MARK RALSTON/AFP/Getty Images

Twenty-five Academy members of Asian descent, including three former members of the Board of Governors, have sent a letter to the organization protesting “its perpetuation of racist stereotypes” at the Oscars on Feb. 28. 

At a ceremony designed to explore Hollywood’s problems with diversity, host Chris Rock brought three Asian children on stage and presented them as the “most dedicated, accurate, and hard-working representatives” of PricewaterhouseCoopers, the accounting firm that tallies Oscar votes, before making a joke about child labor in Asia. Later in the show, Sacha Baron Cohen made a thinly veiled dig about Asian men’s supposedly small genitalia. 

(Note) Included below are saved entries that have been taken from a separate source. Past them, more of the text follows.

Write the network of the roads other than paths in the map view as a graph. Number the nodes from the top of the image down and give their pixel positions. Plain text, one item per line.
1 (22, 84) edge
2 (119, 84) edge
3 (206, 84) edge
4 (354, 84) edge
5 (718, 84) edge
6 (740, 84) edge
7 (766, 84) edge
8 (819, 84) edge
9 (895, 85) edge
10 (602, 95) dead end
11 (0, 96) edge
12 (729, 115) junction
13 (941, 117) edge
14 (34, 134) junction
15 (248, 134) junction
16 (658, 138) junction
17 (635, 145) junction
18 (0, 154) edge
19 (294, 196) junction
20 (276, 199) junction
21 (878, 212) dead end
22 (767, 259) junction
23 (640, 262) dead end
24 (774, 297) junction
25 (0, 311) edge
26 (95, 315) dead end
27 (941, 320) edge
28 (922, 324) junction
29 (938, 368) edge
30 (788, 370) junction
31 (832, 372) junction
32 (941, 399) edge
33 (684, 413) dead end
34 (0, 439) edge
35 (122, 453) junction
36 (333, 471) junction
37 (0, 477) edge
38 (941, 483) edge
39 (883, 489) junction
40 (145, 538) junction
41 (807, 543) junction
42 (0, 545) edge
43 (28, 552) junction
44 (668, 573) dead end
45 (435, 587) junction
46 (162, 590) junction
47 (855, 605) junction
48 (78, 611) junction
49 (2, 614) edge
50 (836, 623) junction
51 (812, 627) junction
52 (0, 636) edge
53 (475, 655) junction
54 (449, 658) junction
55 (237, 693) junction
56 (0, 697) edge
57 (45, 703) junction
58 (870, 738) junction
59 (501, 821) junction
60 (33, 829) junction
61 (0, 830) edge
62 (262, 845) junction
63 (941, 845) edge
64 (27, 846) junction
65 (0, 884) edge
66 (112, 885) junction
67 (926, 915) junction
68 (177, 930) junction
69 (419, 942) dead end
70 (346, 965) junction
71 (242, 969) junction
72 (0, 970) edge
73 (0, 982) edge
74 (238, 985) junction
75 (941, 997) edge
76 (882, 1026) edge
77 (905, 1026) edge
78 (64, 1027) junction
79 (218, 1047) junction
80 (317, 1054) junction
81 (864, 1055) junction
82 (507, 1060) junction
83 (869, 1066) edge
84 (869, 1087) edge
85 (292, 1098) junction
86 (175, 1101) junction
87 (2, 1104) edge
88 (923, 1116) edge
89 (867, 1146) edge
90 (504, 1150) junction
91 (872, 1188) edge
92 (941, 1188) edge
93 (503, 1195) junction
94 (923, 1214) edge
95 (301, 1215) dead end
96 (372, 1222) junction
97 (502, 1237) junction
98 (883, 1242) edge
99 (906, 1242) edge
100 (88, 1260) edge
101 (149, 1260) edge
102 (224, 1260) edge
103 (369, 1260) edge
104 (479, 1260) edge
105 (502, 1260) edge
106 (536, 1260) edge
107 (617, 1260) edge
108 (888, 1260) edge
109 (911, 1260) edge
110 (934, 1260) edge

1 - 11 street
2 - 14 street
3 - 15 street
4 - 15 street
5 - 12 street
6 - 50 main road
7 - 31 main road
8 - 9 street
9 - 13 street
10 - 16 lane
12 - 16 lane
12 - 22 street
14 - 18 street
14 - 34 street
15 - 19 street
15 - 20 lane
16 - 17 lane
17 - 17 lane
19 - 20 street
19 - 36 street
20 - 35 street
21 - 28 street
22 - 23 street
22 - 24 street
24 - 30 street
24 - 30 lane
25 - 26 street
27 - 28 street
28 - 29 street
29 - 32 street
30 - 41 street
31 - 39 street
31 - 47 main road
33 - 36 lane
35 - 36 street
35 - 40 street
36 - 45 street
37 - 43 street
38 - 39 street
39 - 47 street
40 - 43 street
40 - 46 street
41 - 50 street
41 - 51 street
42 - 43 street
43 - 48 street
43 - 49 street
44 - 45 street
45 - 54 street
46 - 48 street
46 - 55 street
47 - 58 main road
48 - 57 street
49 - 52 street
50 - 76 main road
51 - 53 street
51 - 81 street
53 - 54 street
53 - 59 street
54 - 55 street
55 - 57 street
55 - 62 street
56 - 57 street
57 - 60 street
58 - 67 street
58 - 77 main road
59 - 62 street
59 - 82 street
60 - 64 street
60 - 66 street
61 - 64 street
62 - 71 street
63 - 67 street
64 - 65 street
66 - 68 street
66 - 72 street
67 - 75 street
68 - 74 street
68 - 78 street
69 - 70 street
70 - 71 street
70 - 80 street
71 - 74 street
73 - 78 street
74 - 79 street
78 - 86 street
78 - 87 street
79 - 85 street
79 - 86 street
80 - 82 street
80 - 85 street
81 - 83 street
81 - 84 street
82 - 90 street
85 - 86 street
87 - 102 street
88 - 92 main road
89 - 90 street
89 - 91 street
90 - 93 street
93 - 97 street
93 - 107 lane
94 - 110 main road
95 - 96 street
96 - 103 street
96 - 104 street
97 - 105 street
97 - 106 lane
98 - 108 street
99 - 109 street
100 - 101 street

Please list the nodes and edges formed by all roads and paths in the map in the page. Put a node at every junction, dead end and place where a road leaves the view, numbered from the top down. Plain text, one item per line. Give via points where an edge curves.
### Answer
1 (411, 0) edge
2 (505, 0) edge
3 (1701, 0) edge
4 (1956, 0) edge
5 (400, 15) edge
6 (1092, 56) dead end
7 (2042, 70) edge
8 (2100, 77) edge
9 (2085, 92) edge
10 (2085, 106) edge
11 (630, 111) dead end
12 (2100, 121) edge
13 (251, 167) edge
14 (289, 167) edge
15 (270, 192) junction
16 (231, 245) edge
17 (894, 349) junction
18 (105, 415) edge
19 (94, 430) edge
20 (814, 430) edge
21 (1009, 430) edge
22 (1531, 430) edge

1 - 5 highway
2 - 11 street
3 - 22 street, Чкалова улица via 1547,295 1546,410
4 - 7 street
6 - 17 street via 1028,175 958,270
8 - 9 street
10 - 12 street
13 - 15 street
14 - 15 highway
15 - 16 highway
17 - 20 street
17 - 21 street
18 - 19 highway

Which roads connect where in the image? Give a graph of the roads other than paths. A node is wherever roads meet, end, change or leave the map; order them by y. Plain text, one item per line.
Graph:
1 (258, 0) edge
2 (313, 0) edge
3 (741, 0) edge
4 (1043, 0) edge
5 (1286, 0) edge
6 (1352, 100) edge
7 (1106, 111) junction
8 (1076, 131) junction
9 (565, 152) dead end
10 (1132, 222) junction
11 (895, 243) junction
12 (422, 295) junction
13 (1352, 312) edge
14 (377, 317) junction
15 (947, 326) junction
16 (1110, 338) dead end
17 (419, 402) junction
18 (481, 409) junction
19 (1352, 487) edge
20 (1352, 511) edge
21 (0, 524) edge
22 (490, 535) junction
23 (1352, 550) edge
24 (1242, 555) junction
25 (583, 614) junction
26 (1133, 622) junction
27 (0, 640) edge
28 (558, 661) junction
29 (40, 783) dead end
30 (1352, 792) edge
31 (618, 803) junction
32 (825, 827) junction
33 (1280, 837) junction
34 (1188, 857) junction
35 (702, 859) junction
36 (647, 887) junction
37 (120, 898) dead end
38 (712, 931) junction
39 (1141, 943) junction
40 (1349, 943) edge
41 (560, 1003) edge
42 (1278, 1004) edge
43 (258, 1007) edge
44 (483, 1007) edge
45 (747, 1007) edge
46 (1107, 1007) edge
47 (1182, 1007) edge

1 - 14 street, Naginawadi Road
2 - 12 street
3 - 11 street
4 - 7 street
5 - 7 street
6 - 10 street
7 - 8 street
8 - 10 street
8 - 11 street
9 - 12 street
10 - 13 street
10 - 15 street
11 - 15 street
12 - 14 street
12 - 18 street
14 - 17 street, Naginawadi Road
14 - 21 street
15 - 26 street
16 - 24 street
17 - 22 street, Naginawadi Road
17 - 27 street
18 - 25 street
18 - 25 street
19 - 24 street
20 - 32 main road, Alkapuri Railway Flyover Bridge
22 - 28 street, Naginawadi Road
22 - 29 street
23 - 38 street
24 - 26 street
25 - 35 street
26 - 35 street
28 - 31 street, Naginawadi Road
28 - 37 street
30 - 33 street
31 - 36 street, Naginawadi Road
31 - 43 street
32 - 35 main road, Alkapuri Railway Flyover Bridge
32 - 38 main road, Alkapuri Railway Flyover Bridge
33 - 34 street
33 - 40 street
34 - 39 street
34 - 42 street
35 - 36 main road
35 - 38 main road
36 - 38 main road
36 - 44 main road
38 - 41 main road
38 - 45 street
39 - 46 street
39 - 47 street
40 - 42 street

In light of criticism over #OscarsSoWhite, we were hopeful that the telecast would provide the Academy a way forward and the chance to present a spectacular example of inclusion and diversity,” the letter reads. “Instead, the Oscars show was marred by a tone-deaf approach to its portrayal of Asians. We’d like to know how such tasteless and offensive skits could have happened and what process you have in place to preclude such unconscious or outright bias and racism toward any group in future Oscars telecasts.”

The letter also mentions the “several hundred million people around the world” who watch the Oscars, “of whom 60 percent are Asians and potential moviegoers.” This alludes to China’s growing influence at the box office; the country is expected to overtake North America as the world’s largest movie market in 2017.